(And I was excited to see one of my favorite artists, Ólafur Arnalds, featured!)
The digital revolution of the last decade has unleashed creativity and talent in an unprecedented way, with unlimited opportunities. But does democratized culture mean better art or is true talent instead drowned out? This is the question addressed by PressPausePlay, a documentary film containing interviews with some of the world's most influential creators of the digital era.
www.PressPausePlay.com
A few memorable quotes:
“The human spirit, when it’s allowed to become made manifest through art, invariably is going to create greatness. It almost doesn’t matter what the medium is,…when humans make things, they tend to make interesting things…The danger is people becoming comfortable with mediocrity.”
- Moby, Artist
“It used to be that you didn’t become an artist to become rich. You became an artist because you had an idea to share, because you had an emotion to share. And that’s where we are heading again. And we’re going to see more people do more art in more ways than ever before.”

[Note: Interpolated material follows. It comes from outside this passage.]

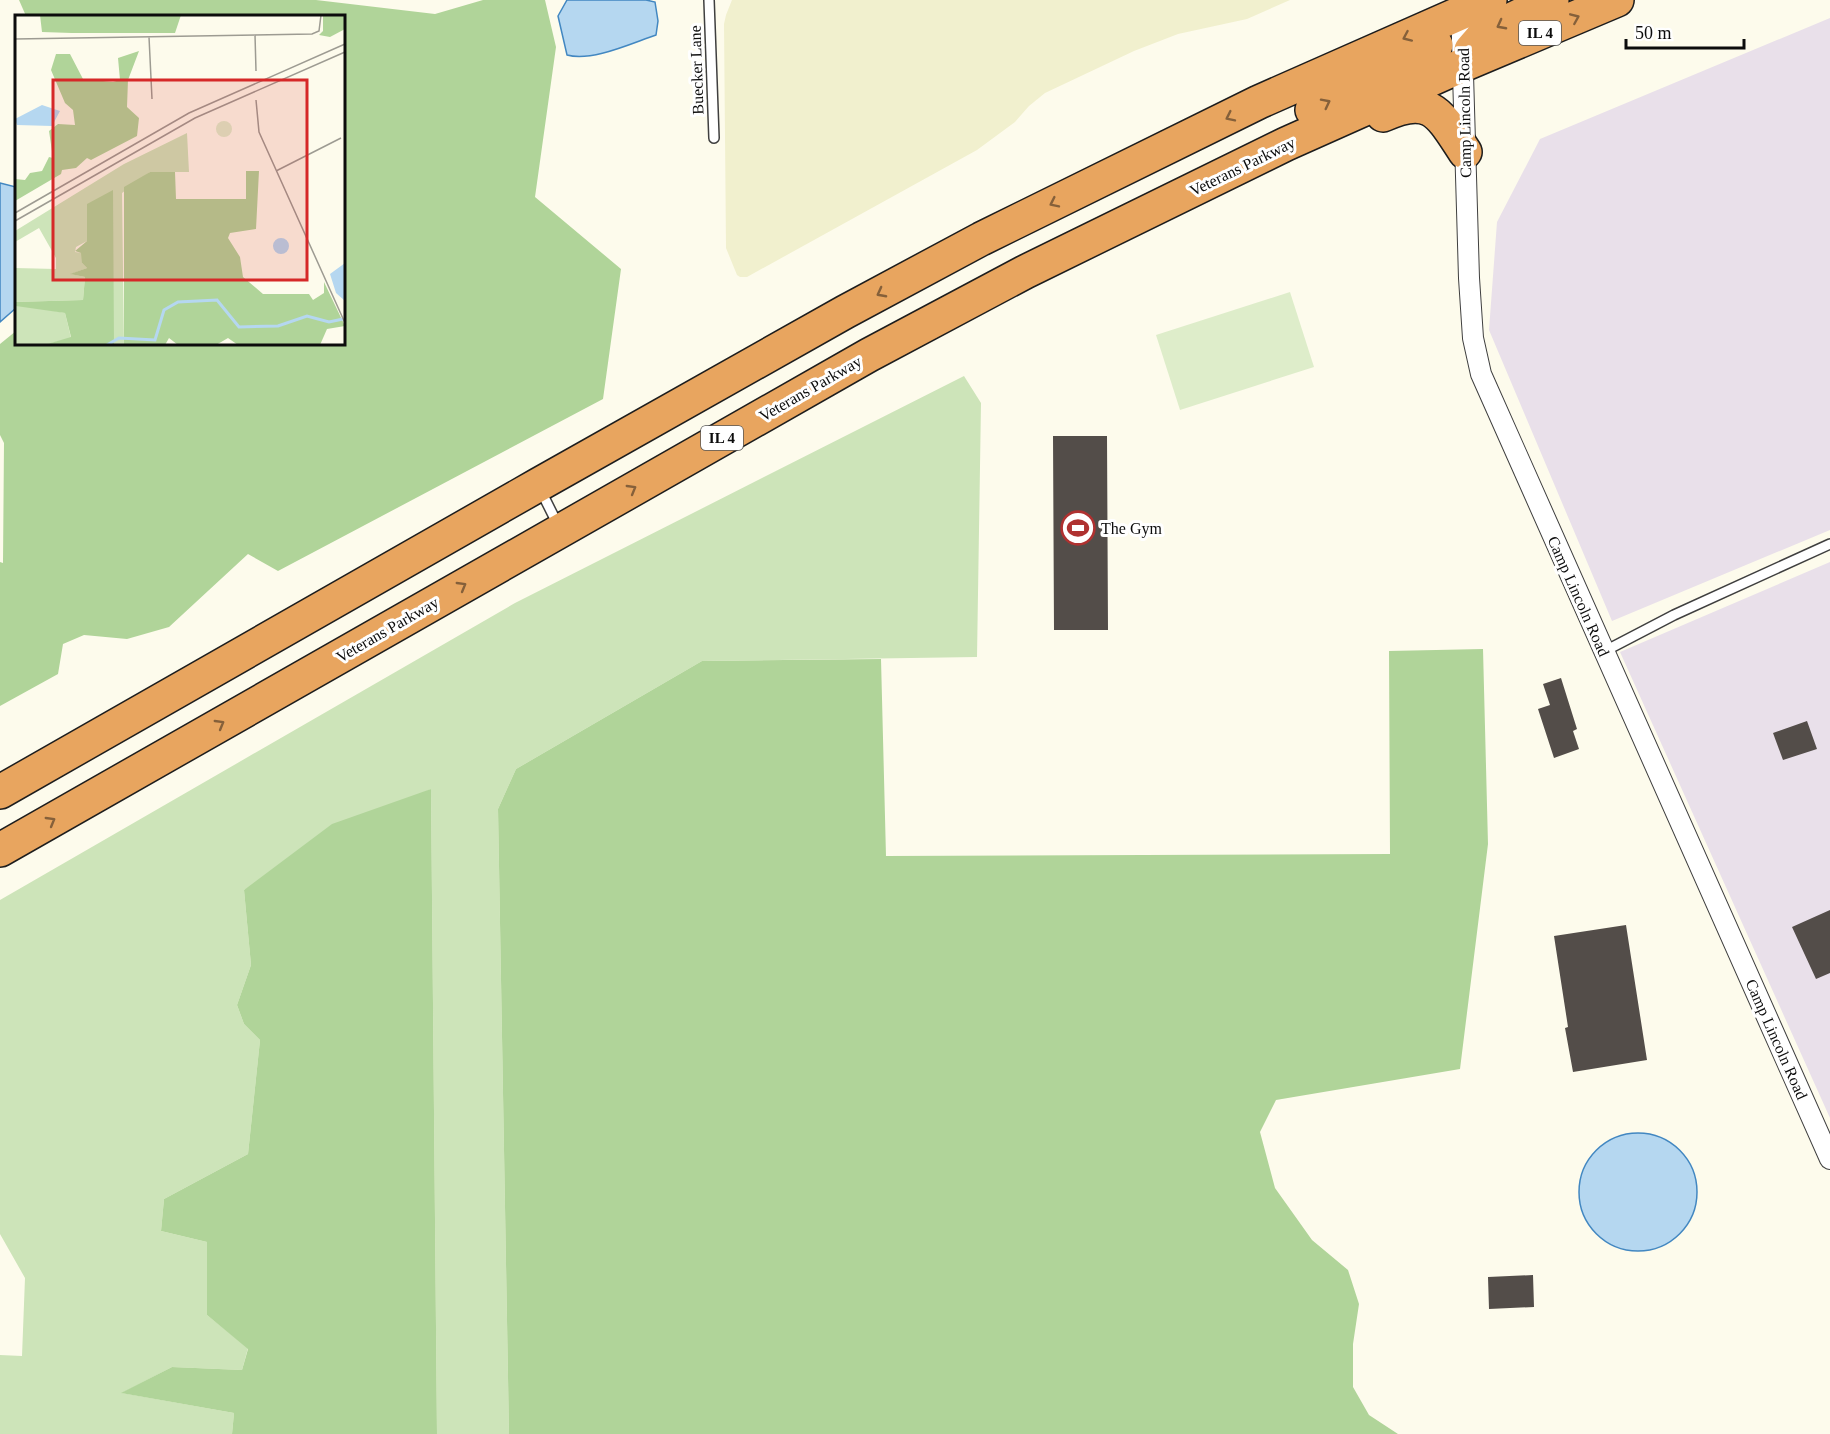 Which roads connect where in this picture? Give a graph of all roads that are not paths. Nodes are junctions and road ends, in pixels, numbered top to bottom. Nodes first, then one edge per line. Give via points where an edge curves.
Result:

- Seth Godin, Author, Unleashing the Idea Virus
“Ideas that spread win.”
- Seth Godin
“Almost everybody I meet in the world of art, music, literature, creative expression…everybody’s equally excited and afraid. No one really knows where their next paycheck is coming from, but they’re really excited at their ability to create work and communicate directly with an audience.”
- Moby, Artist
“We are on the verge of a new dark age. The creative world is destroyed. All we have is cacophony and self opinion. We have a crisis of democratized culture.”
- Andrew Keen, Author, The Cult of the Amateur
“We are at a time when artists have the power.”
- Brenda Walker, Music Producer, DJ
“I’m totally up for the democratization of anything […] it moves things along.”
“When you fall into the trap of confusing the artist and the audience, when you believe that the audience knows more than the artist—is more authoritative, is more creative, is more talented—then art ends. Then you have something else. You have a cacophony. You have simply an apology for radical democratization. And it’s wrong to confuse democratization in cultural or political terms with the creation of art, which is by definition, for better or worse, an elitist business.”
- Andrew Keen
“So for a serious, young filmmaker these are very, very depressing times. When you leave everything to the crowd, when everything becomes democratized, where everything is determined by number of clicks, you’re by definition undermining the seriousness of the artistic endeavor.”
- Andrew Keen
“If everybody’s a musician, and everybody is making mediocre music, eventually the world is just covered in mediocrity, and people start to become comfortable with mediocrity. And that to me is the danger.”
- Moby, Artist
“One of the most fascinating aspects of the digital revolution on the creative process is how it separated, to an extent, knowledge of craft and creativity.”
- Moby
“Younger musicians, and some older musicians I’ve seen do this too, rely too much on the technology. They give a substandard, a subpar performance and they expect the technology to compensate for it.”
- Nick Sansano, Music Producer
“The craft is no longer necessary.”
“I personally find perfection in art and music to be really off-putting. I like listening to Billie Holiday because there’s vulnerability […] I get really intimidated and bored by perfect digital art.”
- Moby
“I remember when I was a kid I went out and bought a record, and it was this moment of pure concentration and joy of listening to every little bit and looking through the vinyl and watching the vinyl turn around with the needle and the groove. It was sort of a full kind of concentration. And now I always do something else when I listen to music.”
“I think the live show is what’s going to keep music dangerous.”
“I think a lot of musicians are now increasingly compelled to figure out how to stand on stage and connect with an audience whereas before the connection was playing the one hit single that the audience might have heard on the radio, and now the connection has to be a lot more genuine and, I think, a lot more human in a way.”